← Return To Home

Event Grid Delivery and Retry Policy

Why Event Grid?

Azure Event Grid facilitates building event-driven serverless apps that can effectively solve a real-time business problems with a focus on the core logic rather than the infrastructure. Event Grid is designed for high availability, consistent performance, and dynamic scale.

Event Grid can simplify event-based apps, as this serves as a single service to manage routing of all events from any source to any destination.

Before we proceed further, it is important to understand what an ‘event’ is?

An event is the smallest amount of information that explains something which happened in a system.

Event Grid Topic

In Azure Event Grid, the event source can be considered as an Event Grid Topic. There are two different types of Event Grid Topics. They are

  1. System Event Grid Topics
  2. Custom Event Grid Topics

System Event Grid Topics

System Event Grid Topics are the predefined set of Azure Services that can generate events. When the event source is a System Event Grid Topic, the Event generation and Event schema are handled by default. Some of the System Event Grid Topics are

  • Azure Subscriptions (management operations)
  • Container Registry
  • Event Hubs
  • IoT Hub
  • Media Services
  • Resource Groups (management operations)
  • Service Bus
  • Storage Blob
  • Azure Maps

Custom Event Grid Topic

Custom Event Grid Topics can be used when the source of the event is not any of the System Event Grid Topics. The events can be sent to the custom Event Grid Topic using the Libraries provided. For example, .Net library used for sending events is Microsoft.Azure.EventGrid.
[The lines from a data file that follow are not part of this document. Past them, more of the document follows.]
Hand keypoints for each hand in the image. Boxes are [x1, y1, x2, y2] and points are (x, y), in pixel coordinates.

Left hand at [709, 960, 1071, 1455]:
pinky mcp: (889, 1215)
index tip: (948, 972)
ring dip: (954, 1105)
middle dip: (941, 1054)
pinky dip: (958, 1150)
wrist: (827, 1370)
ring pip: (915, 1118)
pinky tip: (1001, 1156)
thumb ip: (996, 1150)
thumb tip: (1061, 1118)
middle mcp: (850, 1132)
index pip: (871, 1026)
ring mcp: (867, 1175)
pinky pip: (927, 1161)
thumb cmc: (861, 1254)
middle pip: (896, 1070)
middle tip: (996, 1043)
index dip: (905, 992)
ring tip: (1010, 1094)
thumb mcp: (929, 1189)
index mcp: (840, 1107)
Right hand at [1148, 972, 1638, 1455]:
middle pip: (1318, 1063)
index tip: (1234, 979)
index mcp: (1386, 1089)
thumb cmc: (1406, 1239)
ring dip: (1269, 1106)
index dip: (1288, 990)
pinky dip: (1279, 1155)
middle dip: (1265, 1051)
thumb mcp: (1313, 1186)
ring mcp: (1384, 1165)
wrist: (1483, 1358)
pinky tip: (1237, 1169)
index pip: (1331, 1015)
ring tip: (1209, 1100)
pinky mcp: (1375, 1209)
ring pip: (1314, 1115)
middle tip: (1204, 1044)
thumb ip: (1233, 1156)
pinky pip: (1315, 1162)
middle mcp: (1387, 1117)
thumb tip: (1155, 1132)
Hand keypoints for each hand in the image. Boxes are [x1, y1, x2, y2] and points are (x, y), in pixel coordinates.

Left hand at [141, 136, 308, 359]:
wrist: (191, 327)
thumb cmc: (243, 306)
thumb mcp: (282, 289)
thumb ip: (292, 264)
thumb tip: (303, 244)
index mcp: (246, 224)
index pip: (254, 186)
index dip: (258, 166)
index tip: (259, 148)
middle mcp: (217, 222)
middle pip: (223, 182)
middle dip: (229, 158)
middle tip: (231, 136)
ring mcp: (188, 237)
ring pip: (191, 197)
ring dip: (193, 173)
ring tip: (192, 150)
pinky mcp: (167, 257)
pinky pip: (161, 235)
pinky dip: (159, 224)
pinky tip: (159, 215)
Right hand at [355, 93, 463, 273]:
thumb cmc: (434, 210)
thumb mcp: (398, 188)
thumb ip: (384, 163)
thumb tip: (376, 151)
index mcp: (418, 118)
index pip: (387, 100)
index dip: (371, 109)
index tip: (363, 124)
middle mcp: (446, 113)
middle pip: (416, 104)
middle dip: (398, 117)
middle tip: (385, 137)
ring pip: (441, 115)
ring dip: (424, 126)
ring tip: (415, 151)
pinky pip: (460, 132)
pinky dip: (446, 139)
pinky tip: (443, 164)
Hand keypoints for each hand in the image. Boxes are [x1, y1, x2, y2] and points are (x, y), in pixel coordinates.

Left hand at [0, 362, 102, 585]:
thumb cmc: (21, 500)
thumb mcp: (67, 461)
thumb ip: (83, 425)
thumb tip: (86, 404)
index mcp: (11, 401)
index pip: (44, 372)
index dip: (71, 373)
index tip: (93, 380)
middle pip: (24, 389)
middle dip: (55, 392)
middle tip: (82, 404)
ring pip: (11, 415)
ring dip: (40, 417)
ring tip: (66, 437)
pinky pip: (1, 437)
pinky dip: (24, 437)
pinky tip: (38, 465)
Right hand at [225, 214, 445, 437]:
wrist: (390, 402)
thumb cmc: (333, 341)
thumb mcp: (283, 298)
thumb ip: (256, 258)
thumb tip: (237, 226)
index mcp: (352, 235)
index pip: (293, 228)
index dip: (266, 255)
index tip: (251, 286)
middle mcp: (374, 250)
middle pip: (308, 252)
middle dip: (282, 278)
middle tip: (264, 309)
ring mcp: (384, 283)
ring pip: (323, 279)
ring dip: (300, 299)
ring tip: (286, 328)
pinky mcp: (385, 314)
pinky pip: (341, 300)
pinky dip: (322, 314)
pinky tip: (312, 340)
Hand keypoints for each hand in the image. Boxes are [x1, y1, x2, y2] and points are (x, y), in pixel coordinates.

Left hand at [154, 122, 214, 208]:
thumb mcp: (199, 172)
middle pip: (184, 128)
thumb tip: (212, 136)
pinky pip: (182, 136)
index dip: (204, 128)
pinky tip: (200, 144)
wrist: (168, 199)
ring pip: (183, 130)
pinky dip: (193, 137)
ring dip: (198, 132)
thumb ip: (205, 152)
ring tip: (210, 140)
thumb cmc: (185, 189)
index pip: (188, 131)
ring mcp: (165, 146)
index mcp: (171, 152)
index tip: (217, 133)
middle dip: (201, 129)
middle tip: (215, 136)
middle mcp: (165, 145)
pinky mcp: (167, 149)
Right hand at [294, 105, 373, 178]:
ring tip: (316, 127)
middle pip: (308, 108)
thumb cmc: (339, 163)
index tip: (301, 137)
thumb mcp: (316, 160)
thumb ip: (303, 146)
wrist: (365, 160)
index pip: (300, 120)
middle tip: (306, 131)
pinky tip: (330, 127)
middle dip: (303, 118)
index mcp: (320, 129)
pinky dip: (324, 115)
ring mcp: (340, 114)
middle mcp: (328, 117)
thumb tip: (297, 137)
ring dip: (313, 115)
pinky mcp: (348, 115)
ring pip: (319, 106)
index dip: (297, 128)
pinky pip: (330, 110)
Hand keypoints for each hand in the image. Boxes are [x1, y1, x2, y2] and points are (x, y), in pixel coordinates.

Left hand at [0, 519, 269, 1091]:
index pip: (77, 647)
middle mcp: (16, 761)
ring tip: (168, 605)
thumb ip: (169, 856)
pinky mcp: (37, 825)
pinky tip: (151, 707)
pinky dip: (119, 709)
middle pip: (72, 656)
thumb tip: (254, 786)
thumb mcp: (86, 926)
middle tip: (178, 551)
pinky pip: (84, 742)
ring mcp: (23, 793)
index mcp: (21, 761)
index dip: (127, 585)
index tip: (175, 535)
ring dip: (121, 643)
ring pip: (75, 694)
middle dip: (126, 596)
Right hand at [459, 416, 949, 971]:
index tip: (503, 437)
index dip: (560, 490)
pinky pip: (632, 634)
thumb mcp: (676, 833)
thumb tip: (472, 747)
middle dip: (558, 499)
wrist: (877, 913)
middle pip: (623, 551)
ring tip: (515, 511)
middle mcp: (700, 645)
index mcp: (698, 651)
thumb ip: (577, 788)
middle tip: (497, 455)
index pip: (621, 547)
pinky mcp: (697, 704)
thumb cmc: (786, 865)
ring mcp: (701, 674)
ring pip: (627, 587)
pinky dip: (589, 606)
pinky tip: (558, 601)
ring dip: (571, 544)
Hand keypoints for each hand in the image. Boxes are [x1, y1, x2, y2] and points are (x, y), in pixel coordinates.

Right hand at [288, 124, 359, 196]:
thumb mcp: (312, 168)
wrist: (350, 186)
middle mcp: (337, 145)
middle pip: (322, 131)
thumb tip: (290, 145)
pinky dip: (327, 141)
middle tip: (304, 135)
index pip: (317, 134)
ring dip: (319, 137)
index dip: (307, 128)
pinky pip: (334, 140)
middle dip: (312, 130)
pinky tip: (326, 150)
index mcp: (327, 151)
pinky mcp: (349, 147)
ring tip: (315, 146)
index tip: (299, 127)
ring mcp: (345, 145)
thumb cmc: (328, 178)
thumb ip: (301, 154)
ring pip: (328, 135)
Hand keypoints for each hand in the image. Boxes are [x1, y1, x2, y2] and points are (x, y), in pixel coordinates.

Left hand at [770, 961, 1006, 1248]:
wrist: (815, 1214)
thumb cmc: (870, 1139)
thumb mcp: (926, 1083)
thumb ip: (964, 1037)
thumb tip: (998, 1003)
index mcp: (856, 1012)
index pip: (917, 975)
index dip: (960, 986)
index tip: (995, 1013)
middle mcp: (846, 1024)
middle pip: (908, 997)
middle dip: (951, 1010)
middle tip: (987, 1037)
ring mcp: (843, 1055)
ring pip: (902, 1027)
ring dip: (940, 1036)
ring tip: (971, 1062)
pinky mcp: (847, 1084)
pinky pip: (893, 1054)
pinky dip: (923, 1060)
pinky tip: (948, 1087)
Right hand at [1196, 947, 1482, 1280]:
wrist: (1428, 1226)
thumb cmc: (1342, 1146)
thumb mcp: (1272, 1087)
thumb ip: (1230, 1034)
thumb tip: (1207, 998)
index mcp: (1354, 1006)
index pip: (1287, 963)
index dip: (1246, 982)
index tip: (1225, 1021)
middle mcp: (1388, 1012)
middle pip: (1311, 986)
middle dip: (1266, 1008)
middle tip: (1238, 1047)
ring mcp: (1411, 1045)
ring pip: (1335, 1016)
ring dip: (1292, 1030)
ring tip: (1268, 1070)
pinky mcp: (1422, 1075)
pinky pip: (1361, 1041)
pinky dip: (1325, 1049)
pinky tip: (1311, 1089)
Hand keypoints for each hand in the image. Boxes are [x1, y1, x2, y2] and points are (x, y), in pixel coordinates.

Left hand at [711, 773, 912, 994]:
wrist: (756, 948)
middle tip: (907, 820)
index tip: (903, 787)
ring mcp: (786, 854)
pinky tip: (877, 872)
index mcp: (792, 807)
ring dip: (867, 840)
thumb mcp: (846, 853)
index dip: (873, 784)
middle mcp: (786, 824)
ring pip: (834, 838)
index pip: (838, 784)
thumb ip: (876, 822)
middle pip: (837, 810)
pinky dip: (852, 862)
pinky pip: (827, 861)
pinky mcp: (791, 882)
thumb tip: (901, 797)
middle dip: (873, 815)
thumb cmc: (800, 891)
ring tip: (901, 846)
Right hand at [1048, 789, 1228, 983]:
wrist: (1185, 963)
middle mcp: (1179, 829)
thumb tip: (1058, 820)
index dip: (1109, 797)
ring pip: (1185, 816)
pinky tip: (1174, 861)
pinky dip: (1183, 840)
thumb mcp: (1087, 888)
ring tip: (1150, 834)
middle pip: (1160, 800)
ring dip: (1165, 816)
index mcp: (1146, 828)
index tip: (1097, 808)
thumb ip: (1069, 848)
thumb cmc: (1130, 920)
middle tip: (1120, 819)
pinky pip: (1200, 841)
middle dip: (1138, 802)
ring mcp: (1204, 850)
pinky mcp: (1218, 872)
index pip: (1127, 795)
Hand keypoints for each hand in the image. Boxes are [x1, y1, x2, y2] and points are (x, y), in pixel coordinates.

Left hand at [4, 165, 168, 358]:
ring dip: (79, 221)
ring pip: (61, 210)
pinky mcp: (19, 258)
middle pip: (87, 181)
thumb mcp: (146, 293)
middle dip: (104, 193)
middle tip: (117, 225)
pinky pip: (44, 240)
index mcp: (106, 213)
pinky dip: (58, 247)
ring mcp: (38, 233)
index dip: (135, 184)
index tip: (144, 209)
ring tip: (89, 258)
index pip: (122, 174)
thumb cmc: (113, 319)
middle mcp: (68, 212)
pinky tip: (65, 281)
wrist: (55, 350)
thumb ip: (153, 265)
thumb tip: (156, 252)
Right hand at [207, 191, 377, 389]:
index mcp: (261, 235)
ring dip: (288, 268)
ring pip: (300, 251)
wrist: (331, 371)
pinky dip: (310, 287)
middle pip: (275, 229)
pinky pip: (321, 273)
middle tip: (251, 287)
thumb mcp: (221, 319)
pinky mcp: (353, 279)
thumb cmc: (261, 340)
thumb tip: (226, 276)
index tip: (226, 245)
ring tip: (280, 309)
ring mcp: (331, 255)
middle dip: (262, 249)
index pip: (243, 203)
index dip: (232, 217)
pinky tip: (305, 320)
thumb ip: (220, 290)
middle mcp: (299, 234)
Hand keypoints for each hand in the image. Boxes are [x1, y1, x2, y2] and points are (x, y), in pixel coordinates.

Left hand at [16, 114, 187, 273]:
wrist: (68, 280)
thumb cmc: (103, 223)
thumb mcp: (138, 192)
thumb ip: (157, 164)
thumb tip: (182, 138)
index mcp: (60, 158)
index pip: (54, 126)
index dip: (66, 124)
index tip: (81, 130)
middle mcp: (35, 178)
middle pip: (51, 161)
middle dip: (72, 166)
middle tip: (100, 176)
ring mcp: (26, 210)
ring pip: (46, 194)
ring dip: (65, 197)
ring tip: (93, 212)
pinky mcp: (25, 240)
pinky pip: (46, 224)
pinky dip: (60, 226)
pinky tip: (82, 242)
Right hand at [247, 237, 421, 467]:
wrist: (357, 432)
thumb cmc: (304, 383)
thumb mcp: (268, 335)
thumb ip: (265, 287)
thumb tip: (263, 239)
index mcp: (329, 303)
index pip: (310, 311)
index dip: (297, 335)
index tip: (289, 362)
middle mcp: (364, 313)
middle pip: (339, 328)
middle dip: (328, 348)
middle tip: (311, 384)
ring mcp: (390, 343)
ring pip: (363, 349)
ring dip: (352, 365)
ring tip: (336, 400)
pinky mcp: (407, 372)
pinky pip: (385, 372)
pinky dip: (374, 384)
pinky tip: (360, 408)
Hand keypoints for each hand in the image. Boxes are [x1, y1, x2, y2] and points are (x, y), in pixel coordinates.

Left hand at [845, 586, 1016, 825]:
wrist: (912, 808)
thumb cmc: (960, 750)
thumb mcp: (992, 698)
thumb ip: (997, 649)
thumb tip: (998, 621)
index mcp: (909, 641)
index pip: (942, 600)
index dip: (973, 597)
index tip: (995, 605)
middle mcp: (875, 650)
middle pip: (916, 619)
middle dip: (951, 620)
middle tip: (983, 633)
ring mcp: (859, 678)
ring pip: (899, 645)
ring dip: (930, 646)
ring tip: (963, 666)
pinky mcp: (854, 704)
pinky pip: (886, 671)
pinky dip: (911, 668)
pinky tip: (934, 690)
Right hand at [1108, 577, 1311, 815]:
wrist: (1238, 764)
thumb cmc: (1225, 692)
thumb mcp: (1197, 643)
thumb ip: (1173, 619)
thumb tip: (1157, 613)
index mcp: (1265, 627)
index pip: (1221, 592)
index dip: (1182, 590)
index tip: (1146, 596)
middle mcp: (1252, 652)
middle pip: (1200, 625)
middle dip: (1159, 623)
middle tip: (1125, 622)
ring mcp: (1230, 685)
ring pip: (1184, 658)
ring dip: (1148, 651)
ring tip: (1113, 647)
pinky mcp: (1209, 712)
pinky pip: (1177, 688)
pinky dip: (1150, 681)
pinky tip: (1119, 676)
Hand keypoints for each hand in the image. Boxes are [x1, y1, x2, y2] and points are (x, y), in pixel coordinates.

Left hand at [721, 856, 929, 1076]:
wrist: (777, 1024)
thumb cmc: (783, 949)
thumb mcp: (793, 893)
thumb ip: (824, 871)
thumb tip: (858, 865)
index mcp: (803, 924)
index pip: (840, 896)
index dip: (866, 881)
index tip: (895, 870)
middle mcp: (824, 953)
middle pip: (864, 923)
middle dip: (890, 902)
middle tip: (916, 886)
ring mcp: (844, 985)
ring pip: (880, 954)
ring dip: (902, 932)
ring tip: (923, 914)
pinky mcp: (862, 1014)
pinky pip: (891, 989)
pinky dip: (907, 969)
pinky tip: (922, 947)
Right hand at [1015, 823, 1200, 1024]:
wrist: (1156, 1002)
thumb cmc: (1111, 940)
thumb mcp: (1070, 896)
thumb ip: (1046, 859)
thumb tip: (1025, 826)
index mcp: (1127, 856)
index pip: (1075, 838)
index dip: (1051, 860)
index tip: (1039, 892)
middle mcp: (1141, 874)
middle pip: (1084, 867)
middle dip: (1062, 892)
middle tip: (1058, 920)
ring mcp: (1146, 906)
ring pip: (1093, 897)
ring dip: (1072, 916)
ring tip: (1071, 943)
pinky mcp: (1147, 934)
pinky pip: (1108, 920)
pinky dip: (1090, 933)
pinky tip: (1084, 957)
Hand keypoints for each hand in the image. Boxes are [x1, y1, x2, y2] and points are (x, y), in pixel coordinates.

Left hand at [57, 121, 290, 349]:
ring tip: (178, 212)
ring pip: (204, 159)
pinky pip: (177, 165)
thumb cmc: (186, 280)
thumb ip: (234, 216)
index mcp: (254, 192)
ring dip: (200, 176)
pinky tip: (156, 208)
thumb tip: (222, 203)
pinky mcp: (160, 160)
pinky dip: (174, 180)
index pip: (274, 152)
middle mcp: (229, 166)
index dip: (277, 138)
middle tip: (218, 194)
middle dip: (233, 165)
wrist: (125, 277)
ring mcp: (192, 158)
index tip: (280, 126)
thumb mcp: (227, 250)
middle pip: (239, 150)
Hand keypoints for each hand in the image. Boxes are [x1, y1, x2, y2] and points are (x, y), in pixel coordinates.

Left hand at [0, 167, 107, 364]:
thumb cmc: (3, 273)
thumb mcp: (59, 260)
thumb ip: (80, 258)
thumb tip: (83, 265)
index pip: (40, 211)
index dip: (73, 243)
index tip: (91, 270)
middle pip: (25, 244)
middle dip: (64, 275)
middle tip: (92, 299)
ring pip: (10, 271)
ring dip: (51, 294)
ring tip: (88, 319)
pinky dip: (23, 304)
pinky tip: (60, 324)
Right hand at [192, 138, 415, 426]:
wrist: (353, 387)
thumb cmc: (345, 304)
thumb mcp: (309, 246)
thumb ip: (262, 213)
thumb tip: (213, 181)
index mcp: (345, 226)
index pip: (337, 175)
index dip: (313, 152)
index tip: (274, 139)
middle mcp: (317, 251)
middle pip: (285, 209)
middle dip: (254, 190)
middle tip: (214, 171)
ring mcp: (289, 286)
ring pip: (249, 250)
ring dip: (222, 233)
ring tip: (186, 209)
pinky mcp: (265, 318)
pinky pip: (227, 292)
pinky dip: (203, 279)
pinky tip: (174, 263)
 Multiple event subscriptions can be created for a single Event Grid Topic.

Event Subscription

The destination to which the events must be sent can be configured using the Event Subscriptions. The Event Subscriptions can be created for both the custom and system Event Grid Topics. The Event Subscriptions also have filters to select the required events even before they are received by the endpoints. The destination endpoints those can be configured with the Event Subscriptions are

  • Azure Automation
  • Azure Functions
  • Event Hubs
  • Hybrid Connections
  • Logic Apps
  • Microsoft Flow
  • Queue Storage
  • Service Bus
  • Webhooks

In short, the important concepts in Azure Event Grid are

Events – What happened in the event source

Event handlers – The destination app or service reacting to the event

Topics – The endpoint where publishers push events

Event subscriptions – The endpoint or built-in mechanism to route events, sometimes to more than one handler. Subscriptions are also used by handlers to intelligently filter incoming events

Event sources – Where the event exactly took place

This performance degradation can be reduced by adopting to an event-driven architecture using Azure Event Grid.

Azure event Grid use case

Architecture using Event Grid

An Event subscription can be created for the Service Bus Namespace, with the destination endpoint as the Payroll queue. So, whenever there is an active message available in the employee queue, an event will be generated, and it will be sent a message to the Payroll queue. The Payroll application can now listen to the Payroll queue. Whenever an active message is available in the Payroll queue, the Payroll application can poll the Employee database and add the new employees to the Payroll application.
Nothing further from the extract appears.